2011-04-29 Thread Alexander Larsson
On Fri, 2011-04-29 at 13:19 +0100, Allan Day wrote:

 In general, then, my current position is that, despite it not being the
 primary way in which people will access messaging, we do still need a
 dedicated contacts app. I am open to being convinced that an integrated
 IM/contacts app would work, but I would want to see the 3 issues I've
 identified above resolved.

Yeah, this, and the fact that Gnome 3.0, with gnome-shell and the
non-spatial nautilus is very much going in the app-centric direction
convinces me that you are right. That means we should probably not have
the people tab, which is a good thing too as i kinda agree with matthias
fear of piling all sorts of cruft into overview tabs. Also, we should
probably not allow contacts on the dash.

 Until I'm convinced otherwise, this is my vision for how the different
 GUI parts of our contacts framework, then:
 
  * An add contacts dialog that can be used by different applications.
 This would, for instance, provide a graphical means to easily add recent
 or favourite contacts to an email. This GUI would probably be similar to
 the contacts app, and would probably share the same code base.
 
  * A dedicated contacts app for when you need it.
 
  * Contacts search (but no contacts tab) in the shell overview, which
 will provide a quick way to initiate conversations.
 
  * In the future - a conversation focused IM app, and possibly even a
 conversation focused email app 

Yes, I like this. The conversation focused IM app is especially nice, as
it makes the difference between the contacts app and the chat app much
more obvious.

It also means that some of the concept design on the contacts app needs
a bit of rethinking, as they focus quite a bit on initiating IM
communication (via shortcuts on the main window, etc).

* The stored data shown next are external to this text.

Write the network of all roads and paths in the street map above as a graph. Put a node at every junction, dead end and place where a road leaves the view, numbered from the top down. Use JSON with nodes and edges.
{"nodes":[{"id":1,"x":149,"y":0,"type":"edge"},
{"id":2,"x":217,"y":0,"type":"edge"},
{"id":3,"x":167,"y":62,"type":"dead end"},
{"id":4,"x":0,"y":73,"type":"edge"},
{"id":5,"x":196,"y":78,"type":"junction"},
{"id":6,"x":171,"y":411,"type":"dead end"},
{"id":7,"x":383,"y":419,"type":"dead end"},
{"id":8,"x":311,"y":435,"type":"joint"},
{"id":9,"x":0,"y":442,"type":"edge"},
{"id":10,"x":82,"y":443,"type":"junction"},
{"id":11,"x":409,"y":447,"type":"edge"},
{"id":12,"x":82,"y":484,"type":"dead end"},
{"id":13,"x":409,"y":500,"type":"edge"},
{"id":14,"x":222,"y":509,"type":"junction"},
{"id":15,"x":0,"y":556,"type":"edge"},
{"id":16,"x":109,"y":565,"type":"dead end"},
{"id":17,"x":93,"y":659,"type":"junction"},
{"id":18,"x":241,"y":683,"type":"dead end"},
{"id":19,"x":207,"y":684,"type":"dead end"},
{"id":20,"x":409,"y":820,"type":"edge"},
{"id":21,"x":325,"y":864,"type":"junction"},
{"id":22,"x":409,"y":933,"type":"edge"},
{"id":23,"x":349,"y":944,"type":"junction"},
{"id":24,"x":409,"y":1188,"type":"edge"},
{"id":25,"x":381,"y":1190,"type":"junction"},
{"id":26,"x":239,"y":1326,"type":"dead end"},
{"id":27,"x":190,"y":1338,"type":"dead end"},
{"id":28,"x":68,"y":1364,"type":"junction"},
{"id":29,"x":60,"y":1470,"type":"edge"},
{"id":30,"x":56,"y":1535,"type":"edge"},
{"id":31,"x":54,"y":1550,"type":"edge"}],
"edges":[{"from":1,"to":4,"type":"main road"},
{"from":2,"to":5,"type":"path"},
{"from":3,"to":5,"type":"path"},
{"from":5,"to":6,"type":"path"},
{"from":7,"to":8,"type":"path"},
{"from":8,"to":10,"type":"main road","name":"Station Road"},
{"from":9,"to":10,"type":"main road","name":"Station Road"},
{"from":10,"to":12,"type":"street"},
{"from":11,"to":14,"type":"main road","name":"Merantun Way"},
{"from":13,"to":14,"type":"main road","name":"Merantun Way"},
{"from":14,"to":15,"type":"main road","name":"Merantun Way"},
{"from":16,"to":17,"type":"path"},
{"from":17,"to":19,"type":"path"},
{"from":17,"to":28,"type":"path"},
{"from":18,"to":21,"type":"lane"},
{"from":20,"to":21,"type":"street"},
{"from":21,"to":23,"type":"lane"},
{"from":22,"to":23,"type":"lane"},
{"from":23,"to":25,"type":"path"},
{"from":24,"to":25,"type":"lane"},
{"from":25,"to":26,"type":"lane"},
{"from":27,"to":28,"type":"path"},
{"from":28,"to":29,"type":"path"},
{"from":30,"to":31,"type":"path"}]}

Additionally I'd like to have an easy-to-integrate widget that lets apps
pop up contact information on hover/click on any address shown in the
ui (like all visible email addresses in evo). That would show contact
info, current im status, last tweet, etc.

My main fears in a setup like this is:

* Conceptually a chat app needs to be running all the time when you're
online (as you might get a message), but generally you don't want to see
it all the time. With us not having a good solution to minimize, and
not liking minimize-to-systray-icon we don't have a good way to
represent this running in background state. The one way to fit this
into the shell design is to just put the IM window on some other
desktop, but I think that might still be a bit too visible.

* I fear as we add more kinds of hits into the overview search it will
eventually become useless (giving too many hits). We need to be consious
about this and limit the number for items we search. For instance, if we
search in all files on your system its likely that almost all words you
type matches a bunch of files, making the typeahead to launch an app
feature less useful.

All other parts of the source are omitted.